> _PROBLEM REQUIREMENTS_
Every single entry should be printed exactly.

===

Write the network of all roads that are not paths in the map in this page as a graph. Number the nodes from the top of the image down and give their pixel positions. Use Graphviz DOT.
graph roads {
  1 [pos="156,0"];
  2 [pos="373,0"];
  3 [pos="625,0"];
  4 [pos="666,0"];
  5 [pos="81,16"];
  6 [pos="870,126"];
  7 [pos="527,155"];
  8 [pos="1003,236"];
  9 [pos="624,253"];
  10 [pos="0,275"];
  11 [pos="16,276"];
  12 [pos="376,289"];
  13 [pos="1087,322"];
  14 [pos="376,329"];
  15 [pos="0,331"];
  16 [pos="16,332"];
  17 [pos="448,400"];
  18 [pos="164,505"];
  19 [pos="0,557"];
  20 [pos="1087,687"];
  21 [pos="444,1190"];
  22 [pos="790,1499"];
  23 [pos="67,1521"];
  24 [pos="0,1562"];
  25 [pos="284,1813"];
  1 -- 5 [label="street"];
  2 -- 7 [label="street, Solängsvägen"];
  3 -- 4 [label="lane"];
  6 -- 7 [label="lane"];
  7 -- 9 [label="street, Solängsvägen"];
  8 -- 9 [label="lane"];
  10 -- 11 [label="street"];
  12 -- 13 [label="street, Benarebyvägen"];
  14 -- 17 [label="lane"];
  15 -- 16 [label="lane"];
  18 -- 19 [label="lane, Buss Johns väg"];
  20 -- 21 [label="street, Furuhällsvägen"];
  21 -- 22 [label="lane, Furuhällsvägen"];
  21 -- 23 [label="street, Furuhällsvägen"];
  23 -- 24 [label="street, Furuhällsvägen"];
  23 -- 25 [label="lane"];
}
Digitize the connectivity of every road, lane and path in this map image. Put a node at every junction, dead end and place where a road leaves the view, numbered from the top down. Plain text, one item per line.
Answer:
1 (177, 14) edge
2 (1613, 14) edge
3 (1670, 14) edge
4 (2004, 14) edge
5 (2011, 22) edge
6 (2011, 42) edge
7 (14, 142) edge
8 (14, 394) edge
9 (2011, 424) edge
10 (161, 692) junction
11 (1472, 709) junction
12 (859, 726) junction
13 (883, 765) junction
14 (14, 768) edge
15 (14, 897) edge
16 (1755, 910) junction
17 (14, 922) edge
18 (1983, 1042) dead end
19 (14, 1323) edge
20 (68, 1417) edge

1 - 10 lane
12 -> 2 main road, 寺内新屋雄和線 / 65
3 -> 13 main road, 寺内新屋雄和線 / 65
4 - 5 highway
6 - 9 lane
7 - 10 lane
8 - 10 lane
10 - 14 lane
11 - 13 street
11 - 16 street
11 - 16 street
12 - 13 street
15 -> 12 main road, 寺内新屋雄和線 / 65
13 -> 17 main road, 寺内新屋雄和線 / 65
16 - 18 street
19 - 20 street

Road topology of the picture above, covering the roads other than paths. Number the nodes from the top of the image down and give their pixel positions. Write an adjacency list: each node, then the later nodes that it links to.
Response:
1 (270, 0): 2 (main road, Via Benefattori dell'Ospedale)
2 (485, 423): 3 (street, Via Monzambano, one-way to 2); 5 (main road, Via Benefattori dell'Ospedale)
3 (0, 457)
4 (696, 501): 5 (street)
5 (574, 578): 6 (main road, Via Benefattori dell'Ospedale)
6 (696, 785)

===

> _ANSWER BOX_
Write the network of all roads that are not paths in the map in this page as a graph. Number the nodes from the top of the image down and give their pixel positions. Use Graphviz DOT.
graph roads {
  1 [pos="156,0"];
  2 [pos="373,0"];
  3 [pos="625,0"];
  4 [pos="666,0"];
  5 [pos="81,16"];
  6 [pos="870,126"];
  7 [pos="527,155"];
  8 [pos="1003,236"];
  9 [pos="624,253"];
  10 [pos="0,275"];
  11 [pos="16,276"];
  12 [pos="376,289"];
  13 [pos="1087,322"];
  14 [pos="376,329"];
  15 [pos="0,331"];
  16 [pos="16,332"];
  17 [pos="448,400"];
  18 [pos="164,505"];
  19 [pos="0,557"];
  20 [pos="1087,687"];
  21 [pos="444,1190"];
  22 [pos="790,1499"];
  23 [pos="67,1521"];
  24 [pos="0,1562"];
  25 [pos="284,1813"];
  1 -- 5 [label="street"];
  2 -- 7 [label="street, Solängsvägen"];
  3 -- 4 [label="lane"];
  6 -- 7 [label="lane"];
  7 -- 9 [label="street, Solängsvägen"];
  8 -- 9 [label="lane"];
  10 -- 11 [label="street"];
  12 -- 13 [label="street, Benarebyvägen"];
  14 -- 17 [label="lane"];
  15 -- 16 [label="lane"];
  18 -- 19 [label="lane, Buss Johns väg"];
  20 -- 21 [label="street, Furuhällsvägen"];
  21 -- 22 [label="lane, Furuhällsvägen"];
  21 -- 23 [label="street, Furuhällsvägen"];
  23 -- 24 [label="street, Furuhällsvägen"];
  23 -- 25 [label="lane"];
}
Digitize the connectivity of every road, lane and path in this map image. Put a node at every junction, dead end and place where a road leaves the view, numbered from the top down. Plain text, one item per line.
Answer:
1 (177, 14) edge
2 (1613, 14) edge
3 (1670, 14) edge
4 (2004, 14) edge
5 (2011, 22) edge
6 (2011, 42) edge
7 (14, 142) edge
8 (14, 394) edge
9 (2011, 424) edge
10 (161, 692) junction
11 (1472, 709) junction
12 (859, 726) junction
13 (883, 765) junction
14 (14, 768) edge
15 (14, 897) edge
16 (1755, 910) junction
17 (14, 922) edge
18 (1983, 1042) dead end
19 (14, 1323) edge
20 (68, 1417) edge

1 - 10 lane
12 -> 2 main road, 寺内新屋雄和線 / 65
3 -> 13 main road, 寺内新屋雄和線 / 65
4 - 5 highway
6 - 9 lane
7 - 10 lane
8 - 10 lane
10 - 14 lane
11 - 13 street
11 - 16 street
11 - 16 street
12 - 13 street
15 -> 12 main road, 寺内新屋雄和線 / 65
13 -> 17 main road, 寺内新屋雄和線 / 65
16 - 18 street
19 - 20 street

Road topology of the picture above, covering the roads other than paths. Number the nodes from the top of the image down and give their pixel positions. Write an adjacency list: each node, then the later nodes that it links to.
Response:
1 (270, 0): 2 (main road, Via Benefattori dell'Ospedale)
2 (485, 423): 3 (street, Via Monzambano, one-way to 2); 5 (main road, Via Benefattori dell'Ospedale)
3 (0, 457)
4 (696, 501): 5 (street)
5 (574, 578): 6 (main road, Via Benefattori dell'Ospedale)
6 (696, 785)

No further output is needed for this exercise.